Each line must appear in the answer exactly as it does in the data.

Data Block Start

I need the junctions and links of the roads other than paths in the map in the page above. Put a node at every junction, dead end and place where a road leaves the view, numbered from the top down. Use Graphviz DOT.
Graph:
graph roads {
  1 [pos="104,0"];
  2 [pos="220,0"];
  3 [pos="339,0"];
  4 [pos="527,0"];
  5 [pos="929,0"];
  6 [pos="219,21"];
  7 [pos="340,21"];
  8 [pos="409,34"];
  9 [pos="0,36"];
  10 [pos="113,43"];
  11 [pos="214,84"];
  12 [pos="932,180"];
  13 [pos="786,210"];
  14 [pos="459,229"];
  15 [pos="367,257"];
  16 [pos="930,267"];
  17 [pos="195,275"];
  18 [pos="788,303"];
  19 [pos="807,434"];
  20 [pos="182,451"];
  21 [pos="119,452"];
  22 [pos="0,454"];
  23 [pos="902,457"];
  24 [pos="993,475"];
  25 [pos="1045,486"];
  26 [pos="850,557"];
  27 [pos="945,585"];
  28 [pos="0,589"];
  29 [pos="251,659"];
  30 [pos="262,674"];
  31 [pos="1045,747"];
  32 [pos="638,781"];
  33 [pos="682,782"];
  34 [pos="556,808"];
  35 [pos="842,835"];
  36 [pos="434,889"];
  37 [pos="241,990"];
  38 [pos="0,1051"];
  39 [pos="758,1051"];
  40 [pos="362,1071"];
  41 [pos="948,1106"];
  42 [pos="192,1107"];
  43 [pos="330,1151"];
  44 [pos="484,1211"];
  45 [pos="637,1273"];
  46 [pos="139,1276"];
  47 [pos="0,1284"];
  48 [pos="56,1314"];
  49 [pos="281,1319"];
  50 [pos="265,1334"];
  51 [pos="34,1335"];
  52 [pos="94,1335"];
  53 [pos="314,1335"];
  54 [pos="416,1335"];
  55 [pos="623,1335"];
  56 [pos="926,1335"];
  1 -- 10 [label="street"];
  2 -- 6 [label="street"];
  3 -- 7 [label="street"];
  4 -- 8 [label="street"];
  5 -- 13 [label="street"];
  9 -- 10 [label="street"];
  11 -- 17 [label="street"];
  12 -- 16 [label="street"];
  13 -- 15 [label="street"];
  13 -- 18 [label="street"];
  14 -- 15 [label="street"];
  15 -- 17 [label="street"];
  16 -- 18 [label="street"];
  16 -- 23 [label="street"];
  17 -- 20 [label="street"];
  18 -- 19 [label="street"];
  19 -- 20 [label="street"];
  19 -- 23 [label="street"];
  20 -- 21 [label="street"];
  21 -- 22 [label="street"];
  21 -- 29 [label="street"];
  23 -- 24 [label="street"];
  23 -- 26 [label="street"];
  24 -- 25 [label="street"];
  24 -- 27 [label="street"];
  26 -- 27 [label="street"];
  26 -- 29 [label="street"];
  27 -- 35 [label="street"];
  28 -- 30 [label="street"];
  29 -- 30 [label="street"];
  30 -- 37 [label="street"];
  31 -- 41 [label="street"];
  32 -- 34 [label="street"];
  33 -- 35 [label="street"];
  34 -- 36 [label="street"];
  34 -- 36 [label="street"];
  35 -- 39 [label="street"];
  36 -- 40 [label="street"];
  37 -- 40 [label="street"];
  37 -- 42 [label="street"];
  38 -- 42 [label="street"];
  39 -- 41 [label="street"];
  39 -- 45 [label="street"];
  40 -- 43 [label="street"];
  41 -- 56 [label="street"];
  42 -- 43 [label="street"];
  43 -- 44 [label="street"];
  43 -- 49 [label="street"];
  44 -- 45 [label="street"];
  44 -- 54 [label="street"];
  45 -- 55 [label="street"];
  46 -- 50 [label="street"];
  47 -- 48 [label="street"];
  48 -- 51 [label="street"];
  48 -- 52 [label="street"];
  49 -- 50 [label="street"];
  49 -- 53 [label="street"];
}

Data Block End

▸ **Your response**
I need the junctions and links of the roads other than paths in the map in the page above. Put a node at every junction, dead end and place where a road leaves the view, numbered from the top down. Use Graphviz DOT.
Graph:
graph roads {
  1 [pos="104,0"];
  2 [pos="220,0"];
  3 [pos="339,0"];
  4 [pos="527,0"];
  5 [pos="929,0"];
  6 [pos="219,21"];
  7 [pos="340,21"];
  8 [pos="409,34"];
  9 [pos="0,36"];
  10 [pos="113,43"];
  11 [pos="214,84"];
  12 [pos="932,180"];
  13 [pos="786,210"];
  14 [pos="459,229"];
  15 [pos="367,257"];
  16 [pos="930,267"];
  17 [pos="195,275"];
  18 [pos="788,303"];
  19 [pos="807,434"];
  20 [pos="182,451"];
  21 [pos="119,452"];
  22 [pos="0,454"];
  23 [pos="902,457"];
  24 [pos="993,475"];
  25 [pos="1045,486"];
  26 [pos="850,557"];
  27 [pos="945,585"];
  28 [pos="0,589"];
  29 [pos="251,659"];
  30 [pos="262,674"];
  31 [pos="1045,747"];
  32 [pos="638,781"];
  33 [pos="682,782"];
  34 [pos="556,808"];
  35 [pos="842,835"];
  36 [pos="434,889"];
  37 [pos="241,990"];
  38 [pos="0,1051"];
  39 [pos="758,1051"];
  40 [pos="362,1071"];
  41 [pos="948,1106"];
  42 [pos="192,1107"];
  43 [pos="330,1151"];
  44 [pos="484,1211"];
  45 [pos="637,1273"];
  46 [pos="139,1276"];
  47 [pos="0,1284"];
  48 [pos="56,1314"];
  49 [pos="281,1319"];
  50 [pos="265,1334"];
  51 [pos="34,1335"];
  52 [pos="94,1335"];
  53 [pos="314,1335"];
  54 [pos="416,1335"];
  55 [pos="623,1335"];
  56 [pos="926,1335"];
  1 -- 10 [label="street"];
  2 -- 6 [label="street"];
  3 -- 7 [label="street"];
  4 -- 8 [label="street"];
  5 -- 13 [label="street"];
  9 -- 10 [label="street"];
  11 -- 17 [label="street"];
  12 -- 16 [label="street"];
  13 -- 15 [label="street"];
  13 -- 18 [label="street"];
  14 -- 15 [label="street"];
  15 -- 17 [label="street"];
  16 -- 18 [label="street"];
  16 -- 23 [label="street"];
  17 -- 20 [label="street"];
  18 -- 19 [label="street"];
  19 -- 20 [label="street"];
  19 -- 23 [label="street"];
  20 -- 21 [label="street"];
  21 -- 22 [label="street"];
  21 -- 29 [label="street"];
  23 -- 24 [label="street"];
  23 -- 26 [label="street"];
  24 -- 25 [label="street"];
  24 -- 27 [label="street"];
  26 -- 27 [label="street"];
  26 -- 29 [label="street"];
  27 -- 35 [label="street"];
  28 -- 30 [label="street"];
  29 -- 30 [label="street"];
  30 -- 37 [label="street"];
  31 -- 41 [label="street"];
  32 -- 34 [label="street"];
  33 -- 35 [label="street"];
  34 -- 36 [label="street"];
  34 -- 36 [label="street"];
  35 -- 39 [label="street"];
  36 -- 40 [label="street"];
  37 -- 40 [label="street"];
  37 -- 42 [label="street"];
  38 -- 42 [label="street"];
  39 -- 41 [label="street"];
  39 -- 45 [label="street"];
  40 -- 43 [label="street"];
  41 -- 56 [label="street"];
  42 -- 43 [label="street"];
  43 -- 44 [label="street"];
  43 -- 49 [label="street"];
  44 -- 45 [label="street"];
  44 -- 54 [label="street"];
  45 -- 55 [label="street"];
  46 -- 50 [label="street"];
  47 -- 48 [label="street"];
  48 -- 51 [label="street"];
  48 -- 52 [label="street"];
  49 -- 50 [label="street"];
  49 -- 53 [label="street"];
}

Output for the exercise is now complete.